I've accumulated a lot of ridiculous books over the years - from thrift stores, flea markets, yard sales, and dumpsters - and I can no longer bear to horde their weirdness for myself. Presenting the first of an occasional series exploring the far corners of the Toon library - because the world must know!
Watergate. Jim Jones. ABBA. If you have any doubt that the 1970s were a confused, disturbing time, just look at what they were doing with Jell-O brand gelatin dessert. The New Joys of Jell-O is a glimpse into the void at the heart of a lost people. I don't want to give too much away, but the weak-stomached among you should know that sauerkraut makes an appearance...
The early parts of the book aren't too startling, offering standard Jell-O recipe fare. You got your parfaits, you got your fruit salads, you got your disorienting '70s food photography. Look into my Jell-O...you are getting...sleepy...

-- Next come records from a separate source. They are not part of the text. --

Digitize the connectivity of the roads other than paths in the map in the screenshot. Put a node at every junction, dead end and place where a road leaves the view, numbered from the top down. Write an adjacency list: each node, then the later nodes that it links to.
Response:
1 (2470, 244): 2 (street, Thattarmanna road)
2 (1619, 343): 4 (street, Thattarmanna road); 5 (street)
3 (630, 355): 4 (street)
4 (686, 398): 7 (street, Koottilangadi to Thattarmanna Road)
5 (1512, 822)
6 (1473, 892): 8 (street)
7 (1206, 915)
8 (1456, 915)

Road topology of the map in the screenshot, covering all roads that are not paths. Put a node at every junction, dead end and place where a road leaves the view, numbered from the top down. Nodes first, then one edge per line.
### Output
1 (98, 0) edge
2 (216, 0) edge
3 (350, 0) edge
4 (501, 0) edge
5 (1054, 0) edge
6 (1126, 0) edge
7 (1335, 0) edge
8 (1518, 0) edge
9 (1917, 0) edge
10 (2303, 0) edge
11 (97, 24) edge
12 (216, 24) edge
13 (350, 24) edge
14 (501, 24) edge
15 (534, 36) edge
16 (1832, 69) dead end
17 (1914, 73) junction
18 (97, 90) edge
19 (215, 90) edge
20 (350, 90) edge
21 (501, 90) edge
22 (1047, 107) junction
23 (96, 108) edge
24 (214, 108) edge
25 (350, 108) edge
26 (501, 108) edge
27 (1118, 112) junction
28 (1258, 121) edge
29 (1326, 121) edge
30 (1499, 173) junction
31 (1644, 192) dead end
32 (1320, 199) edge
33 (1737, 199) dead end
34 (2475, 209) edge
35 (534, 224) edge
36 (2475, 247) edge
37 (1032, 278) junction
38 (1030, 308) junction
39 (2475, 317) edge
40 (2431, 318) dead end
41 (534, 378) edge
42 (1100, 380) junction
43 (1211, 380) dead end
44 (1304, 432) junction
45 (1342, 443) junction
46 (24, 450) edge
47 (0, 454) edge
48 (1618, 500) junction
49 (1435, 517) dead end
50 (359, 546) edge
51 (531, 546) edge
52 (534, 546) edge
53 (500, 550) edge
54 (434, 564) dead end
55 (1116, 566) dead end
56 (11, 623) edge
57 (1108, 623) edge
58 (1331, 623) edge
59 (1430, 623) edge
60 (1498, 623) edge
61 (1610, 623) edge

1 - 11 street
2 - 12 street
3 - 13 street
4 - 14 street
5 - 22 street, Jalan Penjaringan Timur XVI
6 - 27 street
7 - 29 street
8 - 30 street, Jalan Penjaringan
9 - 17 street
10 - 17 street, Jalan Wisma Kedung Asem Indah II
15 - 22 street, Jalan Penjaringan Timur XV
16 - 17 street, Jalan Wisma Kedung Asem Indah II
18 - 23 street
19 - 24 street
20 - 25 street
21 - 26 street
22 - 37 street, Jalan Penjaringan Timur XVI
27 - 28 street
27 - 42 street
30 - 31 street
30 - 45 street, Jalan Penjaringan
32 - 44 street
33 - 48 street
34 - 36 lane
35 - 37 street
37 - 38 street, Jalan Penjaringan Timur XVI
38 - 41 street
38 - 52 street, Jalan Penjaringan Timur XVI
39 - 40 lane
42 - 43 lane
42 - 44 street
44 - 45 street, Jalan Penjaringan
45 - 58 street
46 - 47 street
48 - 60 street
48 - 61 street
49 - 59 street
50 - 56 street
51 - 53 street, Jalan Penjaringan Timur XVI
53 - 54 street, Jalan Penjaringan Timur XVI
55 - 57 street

Sensual experimentation was big during the Me Decade. Instead of swinger scenes and key parties, timider souls opted for sophisticated Jell-O bacchanals where no desire was forbidden, except the desire to eat something besides Jell-O.
After the wild '60s, all the rules were out the window: of fashion, of politics, and of edibility. The New Joys of Jell-O really launches into the weirdosphere when it gets past the desserts and into the savory selections. To quote A Clockwork Orange, "It's enough to put you off your food." Click the dish names to see the recipes, and click the pictures to see bigger versions.
The only way this could be grosser is if it contained actual moose.
I'm no gazpacho expert, but I don't think the recipe traditionally calls for you to "break up with fork before serving."
Salmon Dill Mousse, Creamy Bleu Cheese Salad, Fresh Fruit Salad (L to R)
Make your special day even specialer with a glutinous buffet of shame. I now pronounce you gross and disgusting.
Molded Ham and Egg Salad
Nobody tell Hardee's about this one.
Spanish Tuna Salad
I'm told it's even better in Barcelona.
Glazed Hors d'Oeuvres
From the last chapter in the book, fittingly titled "Things You Never Thought Of". Even better would've been "Things You've Only Eaten In Your Nightmares".
Since you can't see much in the picture, it's worth emphasizing which sandwiches are recommended for the Jell-O treatment. Corned beef! Horseradish! Shrimp!
Despite the nauseating contents, The New Joys of Jell-O radiates a certain naive charm, with its optimistic belief in the power of Jell-O and its cheerful disregard for the limitations of the human digestive system. Also, how can you not love these clumsy attempts to make Jell-O seem "with it"? I think this blog post makes us the Internet's leading source for psychedelic Jell-O-themed art.
Although my stomach turned with every page, I learned a lot reading The New Joys of Jell-O. I learned that Jell-O can be a versatile, disgusting addition to any meal. I learned how America lost its way. And most of all, I learned that maybe sometimes, there isn't room for Jell-O.